WORK TO COMPLETE: Pull every line containing "hand" from the entries.
(TASK INPUT begins)
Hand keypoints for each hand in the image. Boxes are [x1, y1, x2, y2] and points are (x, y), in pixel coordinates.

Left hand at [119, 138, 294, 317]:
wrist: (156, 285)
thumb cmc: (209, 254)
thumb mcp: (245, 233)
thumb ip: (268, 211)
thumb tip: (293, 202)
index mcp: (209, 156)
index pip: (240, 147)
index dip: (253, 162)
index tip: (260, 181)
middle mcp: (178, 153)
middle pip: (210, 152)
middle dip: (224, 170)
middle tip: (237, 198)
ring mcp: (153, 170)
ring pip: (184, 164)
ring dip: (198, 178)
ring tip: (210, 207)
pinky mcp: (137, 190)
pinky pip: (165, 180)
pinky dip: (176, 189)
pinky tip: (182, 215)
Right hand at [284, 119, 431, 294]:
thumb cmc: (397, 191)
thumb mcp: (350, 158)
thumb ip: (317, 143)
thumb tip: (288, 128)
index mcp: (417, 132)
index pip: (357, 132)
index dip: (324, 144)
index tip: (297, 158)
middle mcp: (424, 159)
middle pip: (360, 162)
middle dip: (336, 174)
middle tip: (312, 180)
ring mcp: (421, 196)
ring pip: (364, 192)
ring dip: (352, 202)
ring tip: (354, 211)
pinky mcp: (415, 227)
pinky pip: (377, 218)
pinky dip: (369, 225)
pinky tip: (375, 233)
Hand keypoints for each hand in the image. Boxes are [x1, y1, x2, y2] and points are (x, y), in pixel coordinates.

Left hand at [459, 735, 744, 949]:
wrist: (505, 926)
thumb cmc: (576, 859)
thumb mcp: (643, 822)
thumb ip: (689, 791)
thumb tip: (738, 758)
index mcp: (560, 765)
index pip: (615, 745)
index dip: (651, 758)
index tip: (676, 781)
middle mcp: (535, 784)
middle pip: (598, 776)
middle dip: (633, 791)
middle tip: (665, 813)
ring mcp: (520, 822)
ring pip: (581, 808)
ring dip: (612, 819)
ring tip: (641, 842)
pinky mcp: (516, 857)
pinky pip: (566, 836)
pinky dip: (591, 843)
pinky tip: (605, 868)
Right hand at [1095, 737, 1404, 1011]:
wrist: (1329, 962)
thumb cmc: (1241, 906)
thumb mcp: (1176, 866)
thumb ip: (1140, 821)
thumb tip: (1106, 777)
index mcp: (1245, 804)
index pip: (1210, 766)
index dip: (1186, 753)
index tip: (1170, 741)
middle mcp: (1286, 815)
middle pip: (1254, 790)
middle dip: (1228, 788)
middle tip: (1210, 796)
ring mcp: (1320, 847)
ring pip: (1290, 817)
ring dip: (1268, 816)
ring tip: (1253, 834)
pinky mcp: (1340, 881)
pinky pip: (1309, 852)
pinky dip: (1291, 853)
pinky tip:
(TASK INPUT ends)
TASK SOLUTION:
Hand keypoints for each hand in the image. Boxes are [x1, y1, x2, y2] and points are (x, y), in pixel coordinates.
Left hand at [119, 138, 294, 317]:
Right hand at [284, 119, 431, 294]:
Hand keypoints for each hand in the image. Boxes are [x1, y1, x2, y2] and points are (x, y), in pixel coordinates.
Left hand at [459, 735, 744, 949]:
Right hand at [1095, 737, 1404, 1011]:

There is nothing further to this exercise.